14.04.2018 günü AYTAM’ın bir etkinliğine katılmak için arkadaşlarla “ Çavuşbaşı Mahallesi’ne” doğru yol almaya başladık…Kültürün kokusu, bahar kokusuna karışmış mis gibi genzini dolduruyor…Çavuşbaşı Mahallesi’nin yokuş yollarını tırmanırken, tarihi evler yol arkadaşlığı ediyor sana… Kimi evler “ Konak” olmuş, kimi ev olarak kalmış, ayrılmamışlar birbirinden “ mahalleli Kültürünü” yaşatmışlar zengin, fakir ayırmadan.

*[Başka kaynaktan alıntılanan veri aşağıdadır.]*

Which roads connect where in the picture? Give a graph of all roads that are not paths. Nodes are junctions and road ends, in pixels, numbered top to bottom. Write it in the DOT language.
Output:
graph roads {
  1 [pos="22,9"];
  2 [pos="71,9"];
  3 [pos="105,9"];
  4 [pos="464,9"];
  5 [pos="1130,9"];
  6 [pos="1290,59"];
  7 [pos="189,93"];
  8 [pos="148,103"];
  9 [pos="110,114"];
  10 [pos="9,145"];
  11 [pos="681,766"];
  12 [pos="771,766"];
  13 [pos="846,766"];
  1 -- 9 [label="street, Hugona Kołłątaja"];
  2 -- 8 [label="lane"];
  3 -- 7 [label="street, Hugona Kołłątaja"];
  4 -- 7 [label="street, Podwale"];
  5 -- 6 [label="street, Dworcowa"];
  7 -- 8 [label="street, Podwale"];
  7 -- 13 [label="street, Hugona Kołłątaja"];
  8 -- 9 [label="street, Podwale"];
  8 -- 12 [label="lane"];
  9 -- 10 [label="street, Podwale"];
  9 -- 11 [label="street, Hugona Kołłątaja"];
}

Çocuklarda bu kültürün içinde bir olmanın, var olmanın bilincine ermişler, katkı sunmuşlar…Bu katkı Nisan Yağmurları (kırk ikindi yağmurları) sonrası, şükür duası gibi, her kapıyı çalmış, olandan olmayandan aldığı nimetleri, aynı kazanda pişirmiş, sofra etrafında bağdaş kurup, diz dize dokunup, gönül birlikteliğini oluşturmuşlar…Bu pilavın tadı, lezzeti hiçbir pilavda yokmuş! Bu tadı, bu lezzeti anlatmışlar birbirine…El vermişler bir sonraki kuşağa ADİLE PİLAVI olmuş , günümüze kadar gelmiş.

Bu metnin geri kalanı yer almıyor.